About this task:
Write out all records as given; omit images.

Data:
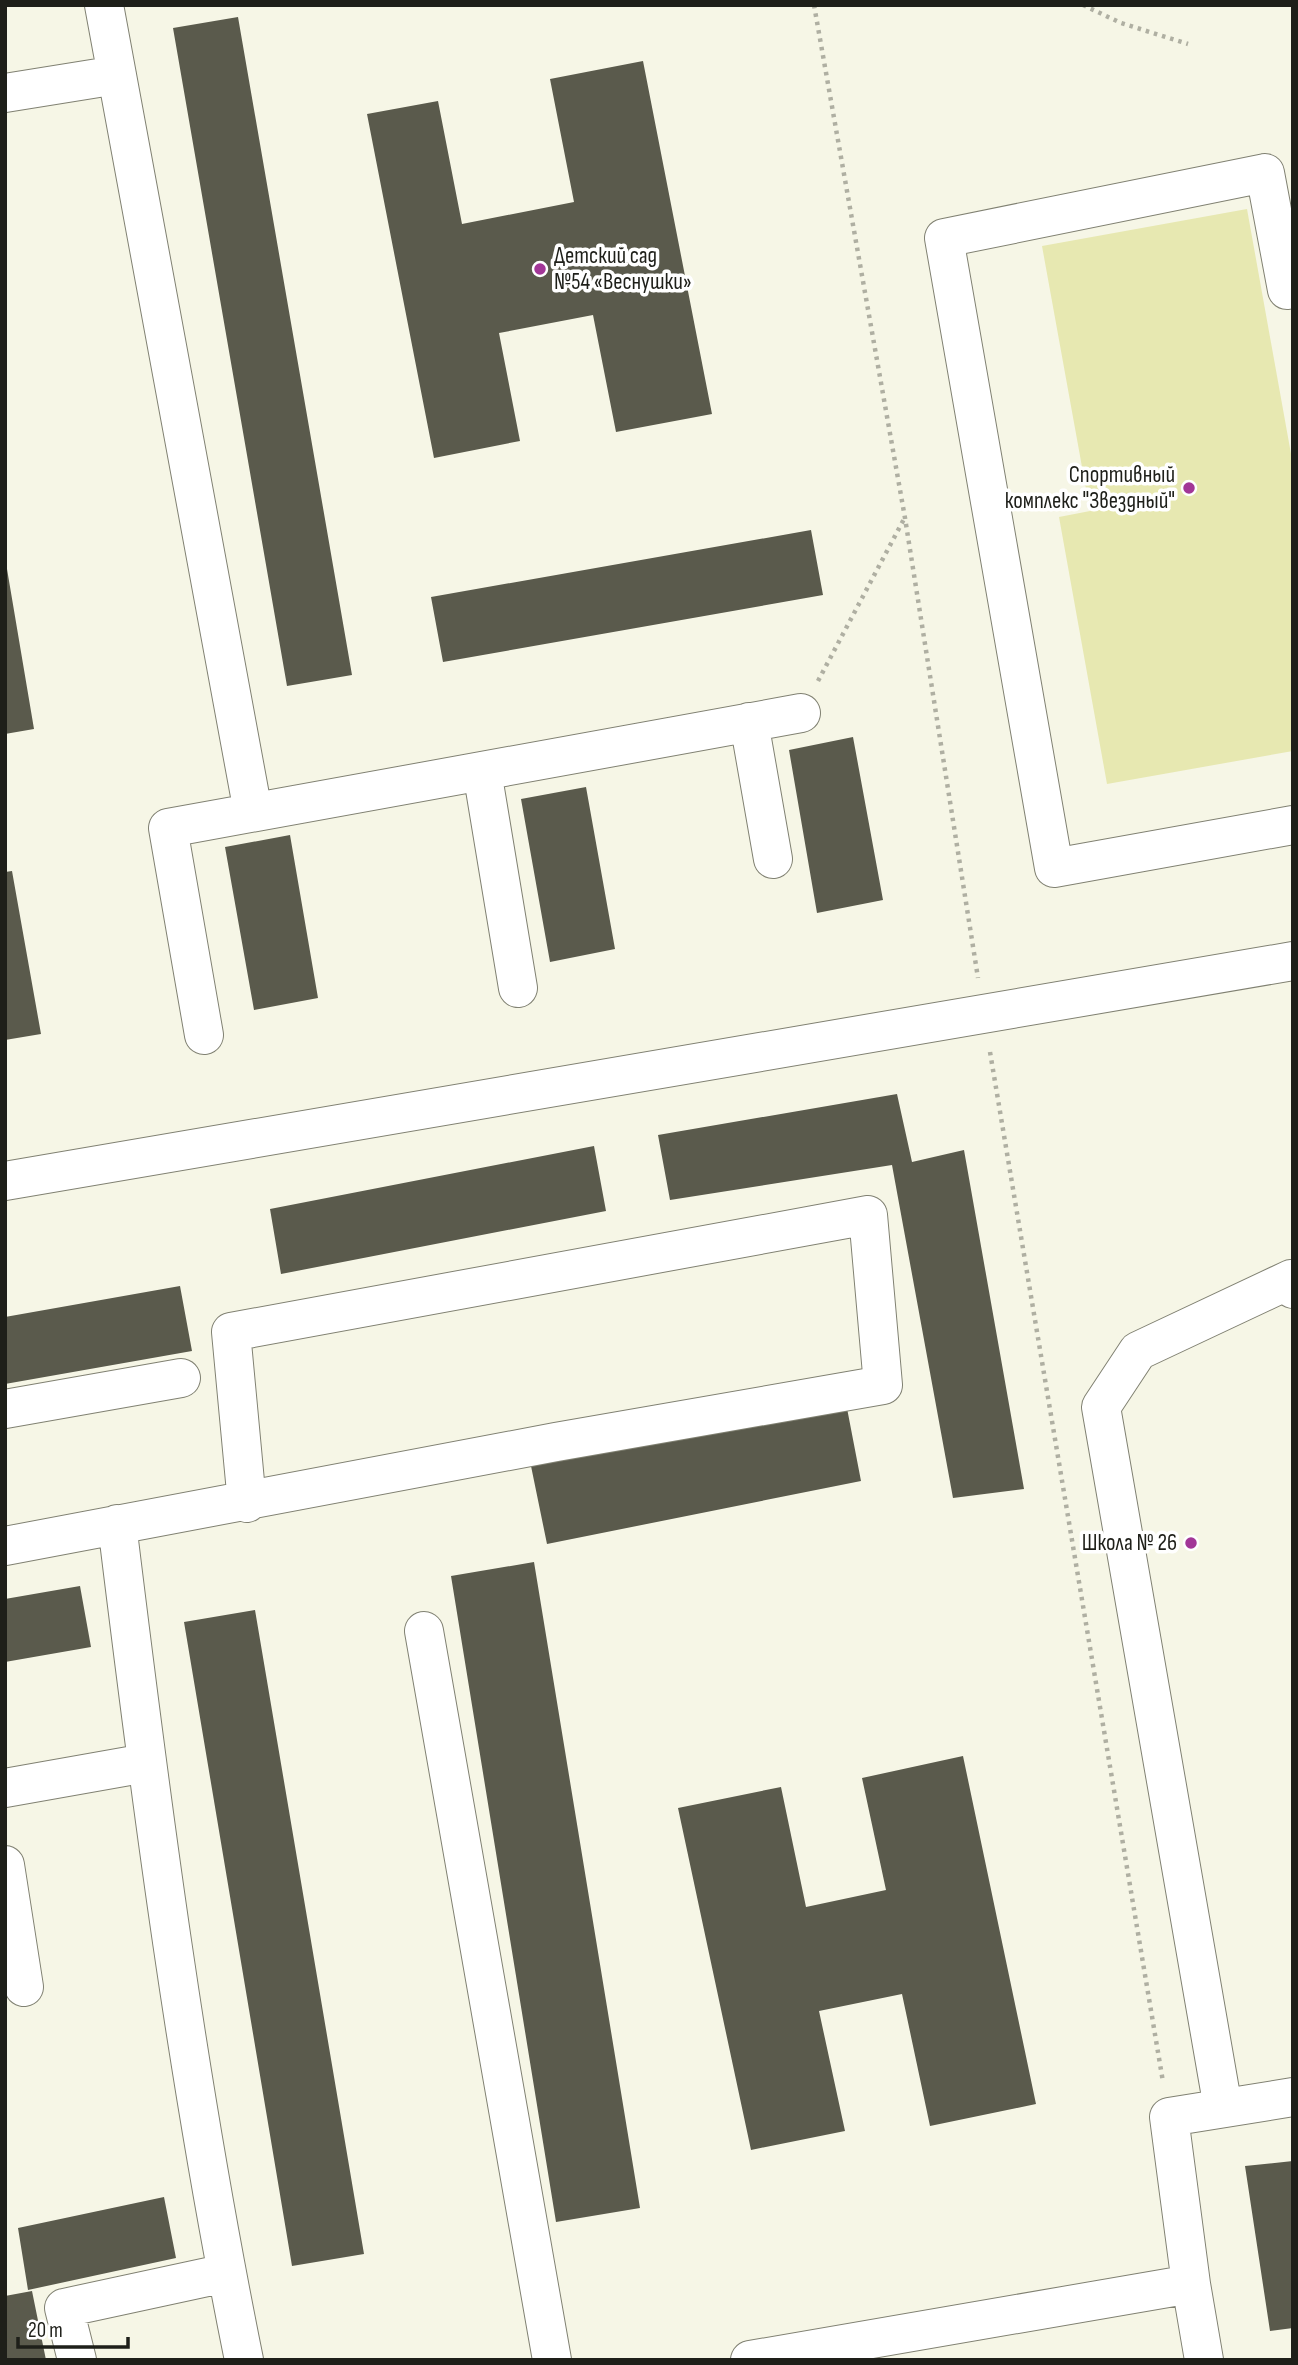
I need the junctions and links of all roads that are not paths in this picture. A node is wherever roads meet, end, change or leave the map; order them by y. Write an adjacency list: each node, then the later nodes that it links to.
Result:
1 (104, 5): 2 (street)
2 (117, 75): 3 (street); 8 (street)
3 (5, 93)
4 (1293, 289): 9 (street)
5 (801, 713): 6 (street)
6 (749, 722): 7 (street); 10 (street)
7 (482, 771): 8 (street); 12 (street)
8 (253, 812): 13 (street)
9 (1293, 825)
10 (773, 859)
11 (1293, 961): 14 (street)
12 (518, 988)
13 (204, 1035)
14 (5, 1181)
15 (1293, 1289): 27 (street)
16 (181, 1378): 17 (street)
17 (5, 1409)
18 (247, 1503): 18 (street); 19 (street)
19 (117, 1524): 20 (street); 22 (street)
20 (5, 1546)
21 (424, 1631): 32 (street)
22 (146, 1763): 23 (street); 28 (street)
23 (5, 1788)
24 (5, 1865): 25 (street)
25 (24, 1987)
26 (1293, 2097): 27 (street)
27 (1223, 2108): 29 (street)
28 (226, 2273): 30 (street); 31 (street)
29 (1191, 2284): 33 (street); 34 (street)
30 (77, 2360)
31 (244, 2360)
32 (552, 2360)
33 (750, 2360)
34 (1204, 2360)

Result:
I need the junctions and links of all roads that are not paths in this picture. A node is wherever roads meet, end, change or leave the map; order them by y. Write an adjacency list: each node, then the later nodes that it links to.
Result:
1 (104, 5): 2 (street)
2 (117, 75): 3 (street); 8 (street)
3 (5, 93)
4 (1293, 289): 9 (street)
5 (801, 713): 6 (street)
6 (749, 722): 7 (street); 10 (street)
7 (482, 771): 8 (street); 12 (street)
8 (253, 812): 13 (street)
9 (1293, 825)
10 (773, 859)
11 (1293, 961): 14 (street)
12 (518, 988)
13 (204, 1035)
14 (5, 1181)
15 (1293, 1289): 27 (street)
16 (181, 1378): 17 (street)
17 (5, 1409)
18 (247, 1503): 18 (street); 19 (street)
19 (117, 1524): 20 (street); 22 (street)
20 (5, 1546)
21 (424, 1631): 32 (street)
22 (146, 1763): 23 (street); 28 (street)
23 (5, 1788)
24 (5, 1865): 25 (street)
25 (24, 1987)
26 (1293, 2097): 27 (street)
27 (1223, 2108): 29 (street)
28 (226, 2273): 30 (street); 31 (street)
29 (1191, 2284): 33 (street); 34 (street)
30 (77, 2360)
31 (244, 2360)
32 (552, 2360)
33 (750, 2360)
34 (1204, 2360)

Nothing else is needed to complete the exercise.